Looking through the cast list for this film it came as no surprise that all of the cast passed away some time ago, but with one exception. A woman who was in one scene and is called “Wooden Tub Shop woman” is still alive at the age of 107 (the English version of Wikipedia says 108, but the Japanese version says 107), Noriko Honma is her name.

Noriko Honma

Compared to later Kurosawa films this is more crudely made, but even so it is still a well crafted film. It was very interesting to see post-war Japan. There were very few cars on the roads (dirt roads, even in the city), and the houses in the poor areas were just wooden shacks. I was surprised to see a rich part of town, apart from the dirt roads it looked like another world. Apparently, the black market scenes were filmed in real black markets.
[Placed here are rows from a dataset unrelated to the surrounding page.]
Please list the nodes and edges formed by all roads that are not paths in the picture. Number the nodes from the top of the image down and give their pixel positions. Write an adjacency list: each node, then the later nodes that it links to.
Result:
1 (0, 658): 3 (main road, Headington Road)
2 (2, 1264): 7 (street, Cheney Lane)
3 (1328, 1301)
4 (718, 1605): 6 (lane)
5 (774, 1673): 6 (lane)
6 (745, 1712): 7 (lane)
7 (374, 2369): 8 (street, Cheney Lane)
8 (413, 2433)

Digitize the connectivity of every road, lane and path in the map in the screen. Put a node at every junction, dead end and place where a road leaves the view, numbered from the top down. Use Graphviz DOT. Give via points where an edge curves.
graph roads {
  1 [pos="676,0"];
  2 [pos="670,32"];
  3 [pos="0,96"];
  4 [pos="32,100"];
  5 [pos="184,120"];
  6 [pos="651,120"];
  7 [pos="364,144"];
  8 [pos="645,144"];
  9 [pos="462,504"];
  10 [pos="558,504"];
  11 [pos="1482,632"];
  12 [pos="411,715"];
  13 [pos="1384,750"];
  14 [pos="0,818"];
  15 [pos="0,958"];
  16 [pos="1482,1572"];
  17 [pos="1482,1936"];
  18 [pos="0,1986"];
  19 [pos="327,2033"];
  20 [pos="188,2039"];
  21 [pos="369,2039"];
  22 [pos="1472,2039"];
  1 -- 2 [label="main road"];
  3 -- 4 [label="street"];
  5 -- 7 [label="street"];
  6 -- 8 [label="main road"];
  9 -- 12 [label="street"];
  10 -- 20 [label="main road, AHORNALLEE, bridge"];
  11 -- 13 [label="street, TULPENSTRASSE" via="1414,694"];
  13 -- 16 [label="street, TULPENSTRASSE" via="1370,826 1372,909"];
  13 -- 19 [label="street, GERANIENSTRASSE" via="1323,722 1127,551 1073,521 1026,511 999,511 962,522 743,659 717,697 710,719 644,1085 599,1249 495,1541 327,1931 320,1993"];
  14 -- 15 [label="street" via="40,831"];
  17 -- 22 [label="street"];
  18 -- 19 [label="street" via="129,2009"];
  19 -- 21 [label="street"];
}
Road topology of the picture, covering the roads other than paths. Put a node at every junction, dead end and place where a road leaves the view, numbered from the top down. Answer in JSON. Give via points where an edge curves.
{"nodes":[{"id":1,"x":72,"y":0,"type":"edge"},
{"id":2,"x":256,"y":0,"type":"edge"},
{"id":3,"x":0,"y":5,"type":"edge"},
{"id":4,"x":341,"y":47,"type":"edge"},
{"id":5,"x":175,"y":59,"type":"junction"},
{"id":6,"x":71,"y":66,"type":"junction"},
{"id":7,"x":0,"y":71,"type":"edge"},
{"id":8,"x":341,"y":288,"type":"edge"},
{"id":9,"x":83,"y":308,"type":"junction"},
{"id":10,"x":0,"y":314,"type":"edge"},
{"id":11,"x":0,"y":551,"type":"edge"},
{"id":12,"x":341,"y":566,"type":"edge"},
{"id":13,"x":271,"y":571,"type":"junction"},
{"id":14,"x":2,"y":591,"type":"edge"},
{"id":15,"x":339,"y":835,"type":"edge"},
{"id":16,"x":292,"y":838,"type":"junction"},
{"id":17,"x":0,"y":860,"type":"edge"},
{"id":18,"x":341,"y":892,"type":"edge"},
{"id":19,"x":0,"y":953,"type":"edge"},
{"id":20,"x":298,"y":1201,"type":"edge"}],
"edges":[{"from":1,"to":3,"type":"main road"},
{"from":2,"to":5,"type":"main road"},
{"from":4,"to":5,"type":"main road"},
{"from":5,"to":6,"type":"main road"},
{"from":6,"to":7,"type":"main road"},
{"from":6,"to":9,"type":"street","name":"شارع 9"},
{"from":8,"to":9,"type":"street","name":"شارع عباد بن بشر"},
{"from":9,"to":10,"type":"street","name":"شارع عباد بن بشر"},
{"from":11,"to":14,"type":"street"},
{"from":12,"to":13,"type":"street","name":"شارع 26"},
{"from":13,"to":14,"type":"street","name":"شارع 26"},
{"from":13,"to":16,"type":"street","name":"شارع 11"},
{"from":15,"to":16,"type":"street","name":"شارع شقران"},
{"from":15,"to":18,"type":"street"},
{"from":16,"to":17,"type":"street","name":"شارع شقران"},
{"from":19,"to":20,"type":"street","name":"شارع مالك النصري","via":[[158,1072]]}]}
Despite having been defeated in the war only five years previous to this film, Japan while being very poor seemed to be a vibrant and busy place. This was most evident in the baseball game scene which was actually filmed by a newsreel crew rather than Kurosawa himself (for authenticity). So it was an actual game filmed at Tokyo Stadium with a crowd of 50,000 people. The crowd were all wearing white (I guess there was clothes rationing or something) and the fervour of the crowd was obvious.

A most excellent film, one that I will watch again some day. I can’t quite give it a full score because there are better Kurosawa films, but not by much.

Date watched: December 15th
Score: 9.5/10
Film count 2018: 82

Akira and Toshiro

While writing my previous post, I thought maybe Takeshi Kitano should go onto the MBMS Page of Fame, but decided against it until I have seen a few more of his films.

But, it made me realise I have not added two giants of Japanese cinema, Akira Kurosawa and Toshiro Mifune. They made sixteen films together, many of them are in my “best of all time” list. So they are there now.

Balance has been restored to the galaxy.